That's a double-ouch for Stephen Greenblatt for both Stephen Greenblatt's identities, Jew and secular humanist, lost with Christianity's continued dominance in the West. Those identities conflict but Greenblatt has maintained both. Psychic dissonance is the product. Greenblatt writes as two people: the Jew who suffered as a child from a "cruel," neurotic mother--but who was still "loving"--in the preface and as the husband of a Jewish woman in the concluding acknowledgments. In between he writes as the secular humanist who has immersed himself in Christianity's history, has visited its cathedrals, its libraries--including the Vatican's--who came to identify with Poggio Bracciolini, scribe to a pope. As Greenblatt came both to love and hate his mother he came to love and hate Poggio. He did not come to love Christianity. Christianity defeated both the Stephen Greenblatts and both Stephen Greenblatts are critical only of Christianity. Greenblatt's two identities, with Judaism and with ancient Rome's epicureanism, are spared. As he ingratiated himself into Christendom's sanctuaries Greenblatt was the spy whose loyalty was elsewhere, and opposed, and whose identity was concealed.

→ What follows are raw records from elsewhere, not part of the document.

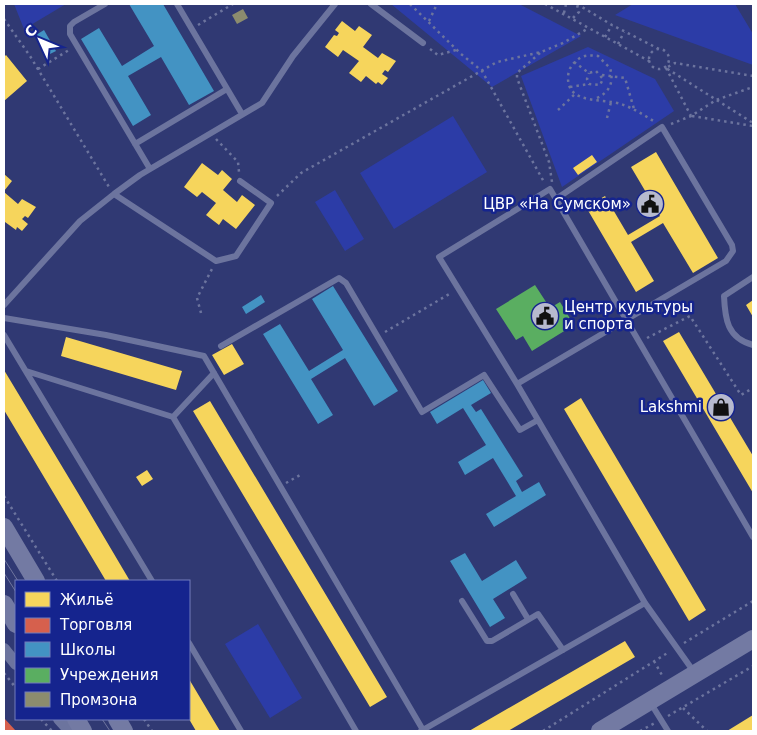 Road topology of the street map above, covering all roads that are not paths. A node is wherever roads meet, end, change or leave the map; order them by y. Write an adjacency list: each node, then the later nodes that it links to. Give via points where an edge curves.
1 (105, 4): 8 (lane, via 70,26 70,34)
2 (177, 4): 6 (lane)
3 (335, 4): 7 (lane, via 293,56 262,102)
4 (371, 4): 5 (lane)
5 (423, 43)
6 (227, 89): 7 (lane); 8 (lane)
7 (242, 114): 9 (lane)
8 (134, 144): 9 (lane)
9 (150, 169): 11 (lane)
10 (240, 181): 11 (lane, via 271,203 236,256 216,262)
11 (114, 194): 14 (lane, via 80,221)
12 (556, 199): 16 (lane); 16 (lane, via 662,127 732,245 733,251 726,261); 22 (lane, via 548,190 439,257)
13 (753, 277): 18 (lane, via 724,296 725,321 741,342)
14 (4, 305)
15 (4, 318): 21 (lane, via 204,356)
16 (627, 320): 22 (lane); 26 (lane)
17 (4, 335): 20 (lane)
18 (753, 345)
19 (221, 346): 24 (lane, via 338,278 346,283 422,412 484,375 520,430)
20 (26, 371): 23 (lane); 28 (lane)
21 (214, 373): 23 (lane); 50 (lane)
22 (517, 384): 24 (lane)
23 (173, 418): 49 (lane)
24 (538, 420): 31 (lane)
25 (4, 526): 27 (street)
26 (753, 537)
27 (35, 580)
28 (151, 580)
29 (513, 594): 33 (lane)
30 (462, 601): 33 (lane, via 489,642)
31 (645, 603): 38 (lane); 40 (lane)
32 (4, 604): 34 (street)
33 (528, 619): 38 (lane, via 541,615)
34 (15, 622)
35 (753, 639): 40 (street)
36 (190, 645): 48 (lane)
37 (4, 649): 39 (street)
38 (563, 650): 50 (lane)
39 (15, 663)
40 (694, 673): 41 (street)
41 (650, 701): 51 (street); 52 (lane)
42 (60, 720): 45 (street)
43 (77, 720): 46 (street)
44 (117, 720): 47 (street)
45 (70, 731)
46 (84, 731)
47 (124, 731)
48 (242, 731)
49 (356, 731)
50 (422, 731)
51 (600, 731)
52 (668, 731)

Both as Jew and as humanist Greenblatt saw himself in this passage from Gustave Flaubert:
"Just when the gods had ceased to be, and the Christ had not yet come, there was a unique moment in history, between Cicero and Marcus Aurelius, when man stood alone."
That is a poignant, even haunting, passage. And Greenblatt is haunted by it. Before Christianity and after paganism both Stephen Greenblatts would have been secure.
Was there not another time? Was there not another unique moment when man stood alone unaddicted to the opiate of the people?
Image: Janus, ancient Roman god of beginnings and transitions, looking to the future and to history.